Hoylman, who was the surrogacy bill’s lead sponsor in the New York Senate, and his husband, filmmaker David Sigal, made about 10 trips to California between them to help oversee the arrangements that led to the births of their daughters, Silvia, now 10, and Lucy, 3.
Gestational surrogacy routinely costs between $100,000 and $150,000. Hoylman declined to estimate the total costs incurred by him and Sigal but said, “It was worth every penny.”
Among the standard costs are fees for lawyers and the surrogacy agency, the cost of in vitro fertilization, plus compensation and health insurance for the surrogate. Compensation rates vary widely — generally $25,000 to $50,000.
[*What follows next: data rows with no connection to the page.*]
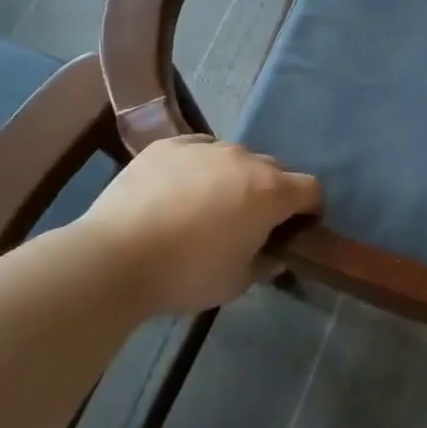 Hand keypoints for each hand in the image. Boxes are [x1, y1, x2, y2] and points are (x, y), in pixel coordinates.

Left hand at [81, 136, 320, 314]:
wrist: (115, 257)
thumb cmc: (187, 274)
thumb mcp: (237, 282)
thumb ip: (266, 264)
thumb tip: (274, 255)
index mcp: (270, 192)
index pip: (311, 189)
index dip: (311, 210)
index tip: (297, 230)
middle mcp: (244, 159)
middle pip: (274, 170)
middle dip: (272, 193)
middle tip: (251, 223)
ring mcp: (204, 147)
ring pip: (235, 157)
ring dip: (235, 178)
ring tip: (209, 206)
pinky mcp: (168, 145)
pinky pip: (198, 149)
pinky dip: (200, 167)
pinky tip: (180, 190) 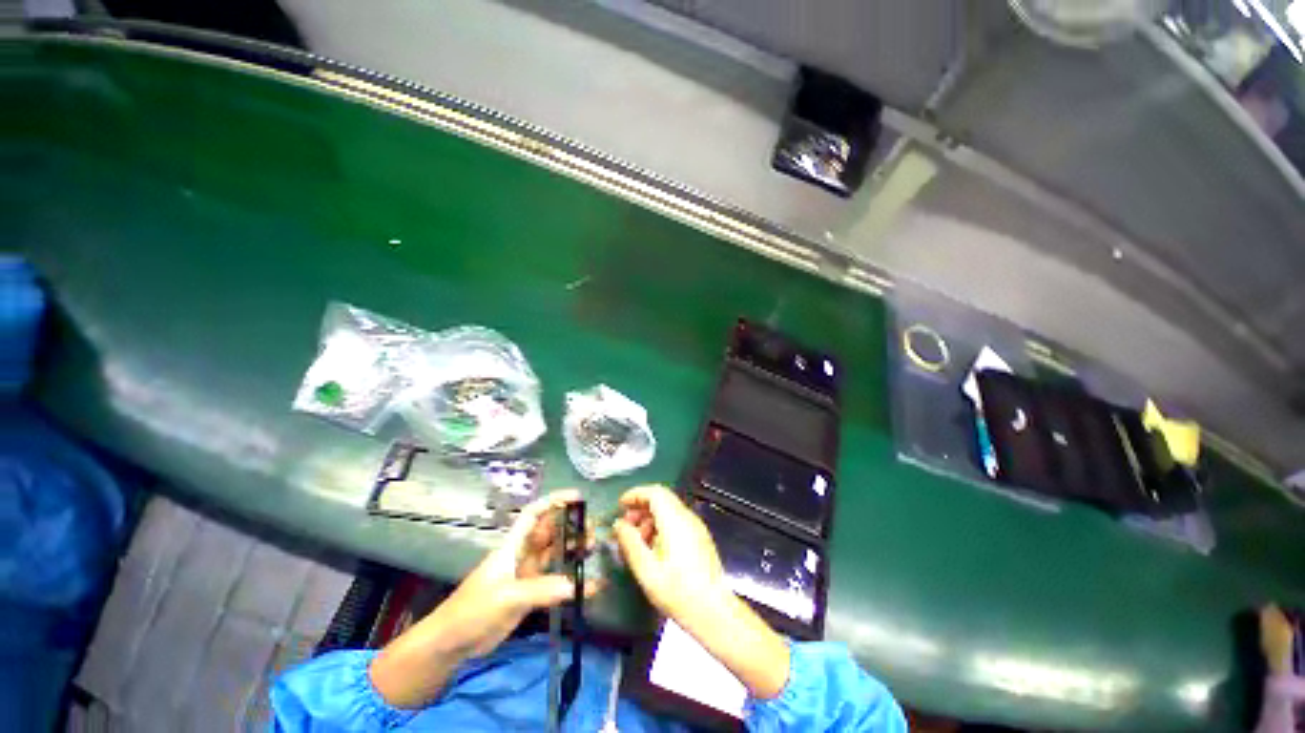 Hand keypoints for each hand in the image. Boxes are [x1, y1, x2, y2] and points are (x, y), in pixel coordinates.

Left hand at [371, 490, 599, 707]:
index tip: (577, 496)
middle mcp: (522, 555)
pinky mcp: (530, 595)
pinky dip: (571, 582)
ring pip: (555, 554)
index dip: (554, 501)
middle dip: (571, 525)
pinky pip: (555, 582)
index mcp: (513, 546)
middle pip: (550, 532)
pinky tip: (589, 586)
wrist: (452, 644)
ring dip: (573, 549)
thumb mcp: (505, 597)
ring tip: (594, 548)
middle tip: (592, 529)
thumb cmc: (472, 610)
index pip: (534, 514)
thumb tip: (574, 584)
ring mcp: (527, 575)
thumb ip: (540, 590)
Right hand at [612, 485, 790, 698]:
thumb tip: (619, 524)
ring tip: (637, 541)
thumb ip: (630, 543)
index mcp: (675, 520)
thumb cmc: (677, 592)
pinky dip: (661, 526)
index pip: (654, 492)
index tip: (620, 505)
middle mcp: (687, 517)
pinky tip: (654, 549)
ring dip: (650, 518)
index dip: (635, 494)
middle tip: (626, 526)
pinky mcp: (700, 538)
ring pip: (669, 510)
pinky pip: (677, 521)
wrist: (714, 611)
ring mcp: (696, 527)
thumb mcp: (646, 570)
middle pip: (662, 499)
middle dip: (641, 507) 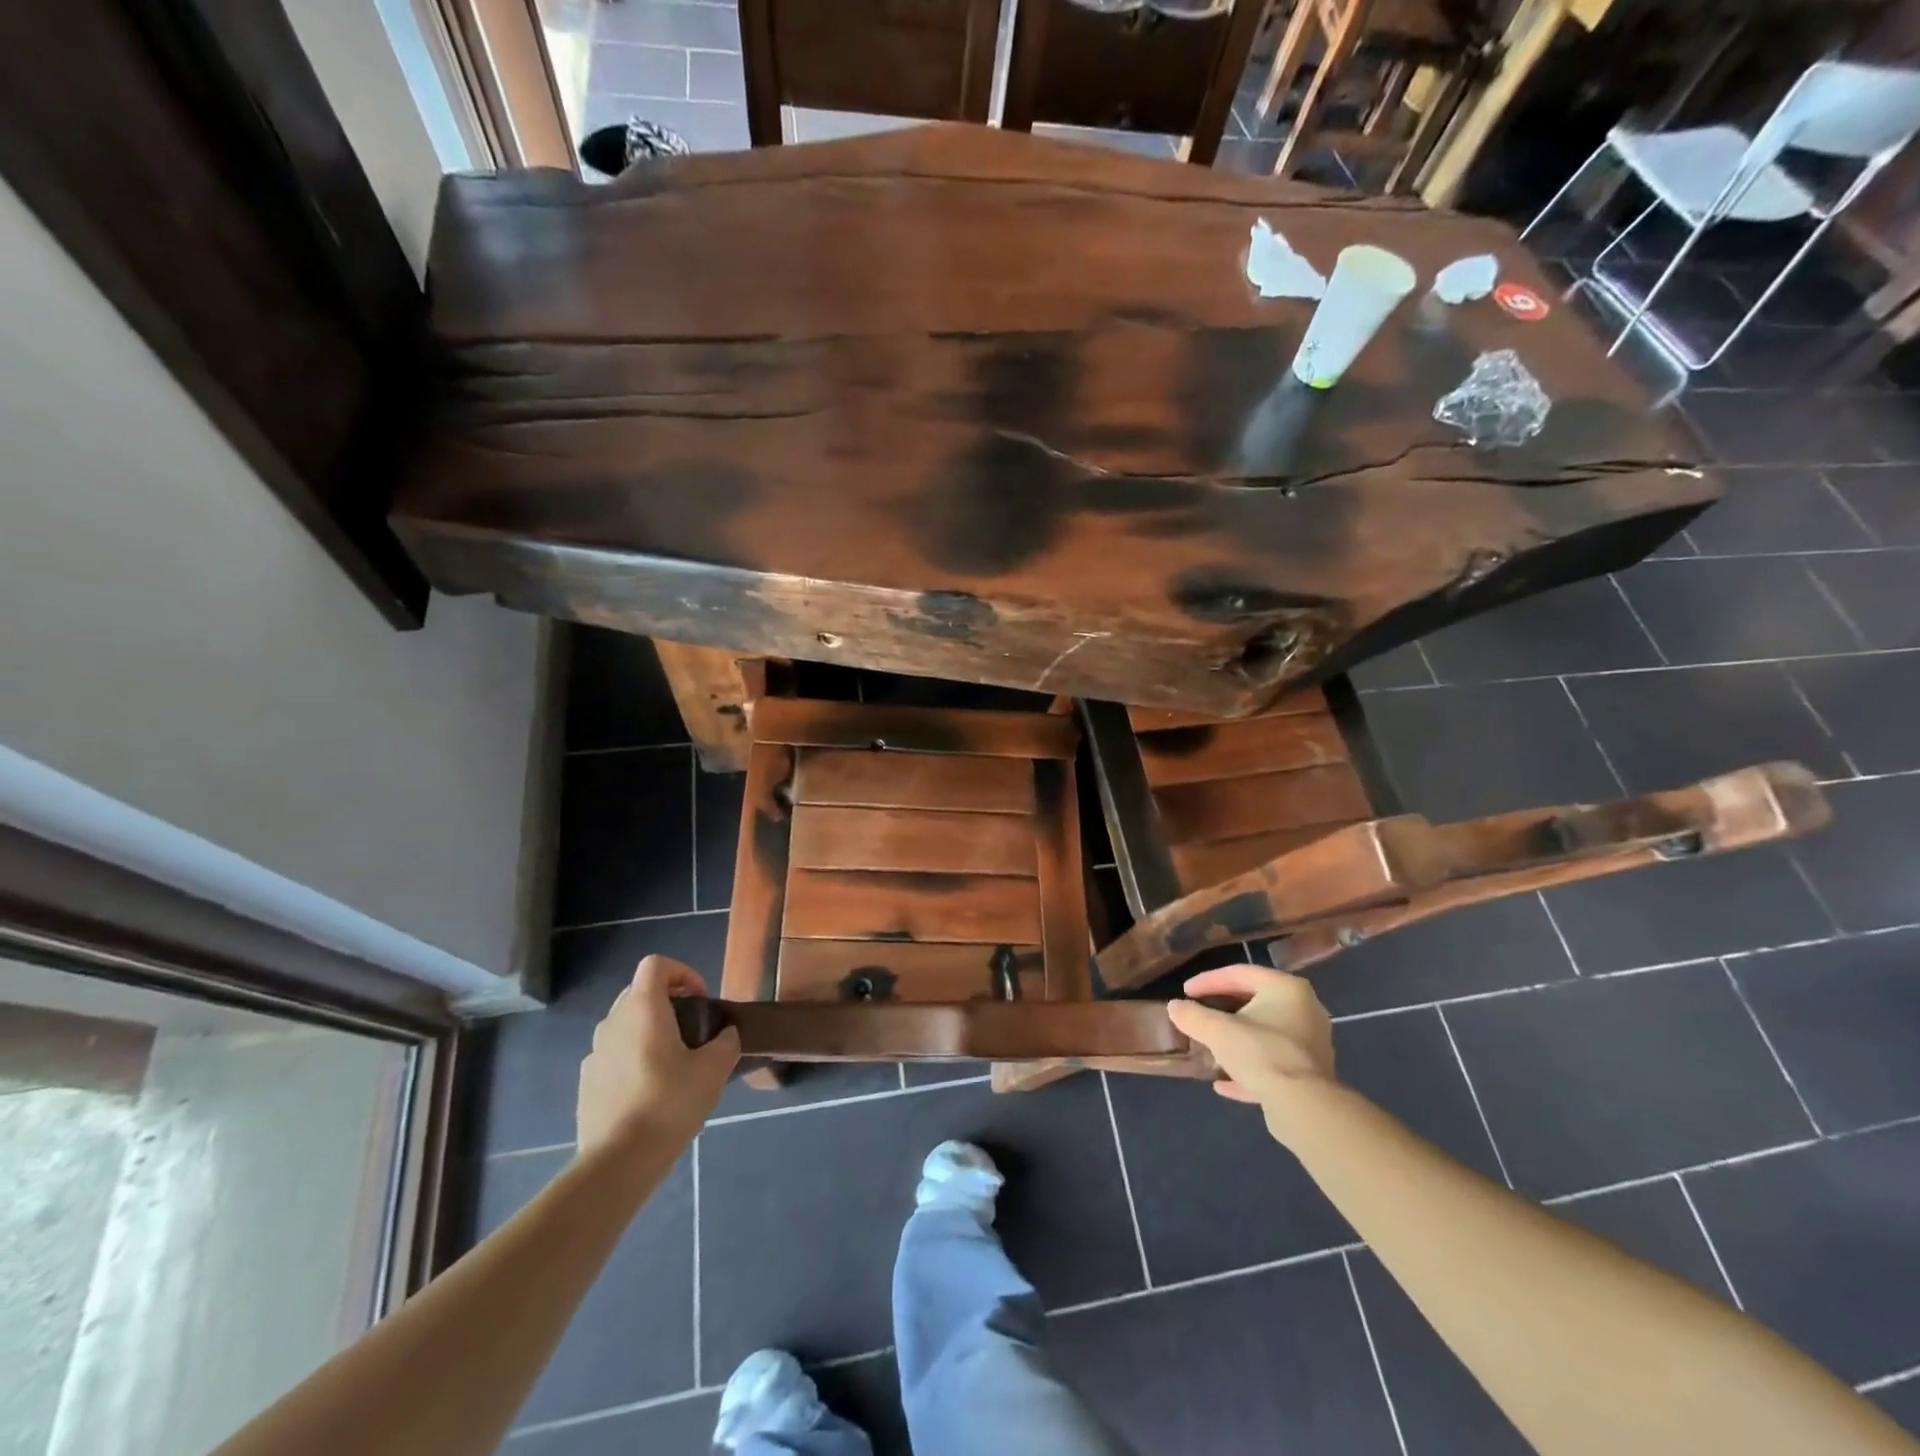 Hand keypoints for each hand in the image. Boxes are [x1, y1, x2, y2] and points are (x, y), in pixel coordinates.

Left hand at [577, 956, 739, 1155]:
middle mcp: (612, 1022)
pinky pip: (613, 1055)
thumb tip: (725, 1035)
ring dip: (649, 1032)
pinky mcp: (587, 1082)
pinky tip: (650, 1091)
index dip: (683, 972)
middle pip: (639, 992)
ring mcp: (594, 1053)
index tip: (701, 999)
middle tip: (692, 1029)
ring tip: (673, 1063)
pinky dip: (633, 1059)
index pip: (656, 965)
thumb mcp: (714, 1070)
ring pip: (625, 1025)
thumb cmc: (669, 1103)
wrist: (618, 1162)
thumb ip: (726, 1043)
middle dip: (668, 1002)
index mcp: (642, 1009)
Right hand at [1166, 964, 1336, 1139]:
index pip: (1240, 973)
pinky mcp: (1310, 1074)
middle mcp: (1304, 1010)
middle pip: (1255, 1002)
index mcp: (1286, 988)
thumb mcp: (1217, 1031)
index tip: (1185, 992)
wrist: (1303, 1107)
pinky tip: (1224, 1084)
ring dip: (1236, 1040)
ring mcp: (1310, 1044)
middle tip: (1199, 1014)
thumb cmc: (1261, 1053)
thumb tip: (1174, 1007)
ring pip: (1264, 1034)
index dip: (1208, 981)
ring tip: (1210, 1047)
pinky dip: (1249, 1069)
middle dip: (1223, 1010)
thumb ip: (1192, 1016)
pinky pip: (1272, 1063)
The first bill seeking to repeal the New York ban was introduced by Assemblywoman Amy Paulin in 2012, the year Hoylman was elected to the Senate. It floundered for years in the face of staunch opposition by the Roman Catholic Church and some feminists, who argued that paid surrogacy led to the exploitation of women.
“Under this bill, women in economic need become commercialized vessels for rent, and the fetuses they carry become the property of others,” renowned feminist Gloria Steinem wrote to lawmakers in 2019.
New York Gov. Andrew Cuomo, who earlier in his tenure pushed hard to legalize same-sex marriage, argued in response that the surrogacy ban was “based in fear, not love” and was especially harmful to same-sex couples.
A leading surrogacy expert in California, Parham Zar, says gay couples and single men have constituted about half of his clientele in 20 years as managing director of the Egg Donor & Surrogacy Institute in Beverly Hills.
The institute has overseen more than 1,200 surrogacy births during that period, according to Zar, and he now plans to open an office in New York City.
Zar says he advises clients to be braced for at least $100,000 in costs for a gestational surrogacy.
The bills can be higher. Andrew Kabatchnick, an accountant from White Plains, New York, says he and his wife, occupational therapist Leah Marx, have spent $250,000 to $300,000 on two gestational surrogacy births. Their 2-year-old daughter, Sophie, was brought to term by a surrogate in Alabama; a second baby is due in June via a surrogate in Arkansas.
Kabatchnick says it was “an easy decision” to have a second child, though he acknowledges the costs could be burdensome for many couples.
Kabatchnick and Marx have been clients of attorney Vicki Ferrara, founder and legal director of Worldwide Surrogacy in Fairfield, Connecticut.
She is impressed by New York’s new law, saying it “brings surrogacy into a new realm of ethics that we haven’t seen in other states.”
For example, she said, ethical surrogacy practices that are optional in some states will now be statutorily required in New York. And no out-of-state surrogacy agency can operate in New York without obtaining a state license, thereby becoming obligated to follow the new regulations.
Ferrara hopes New York will push for careful screening of surrogates and intended parents before any contracts are signed.
“We’re asking people who don’t know each other to come together to bring a baby into the world,” she said. “We need to have both the intended parents and the surrogate protected so the baby is brought into a situation that is really positive.”
This story has been updated to delete a reference to foreigners potentially benefiting from the new law. At least one intended parent must be U.S. citizen or permanent resident.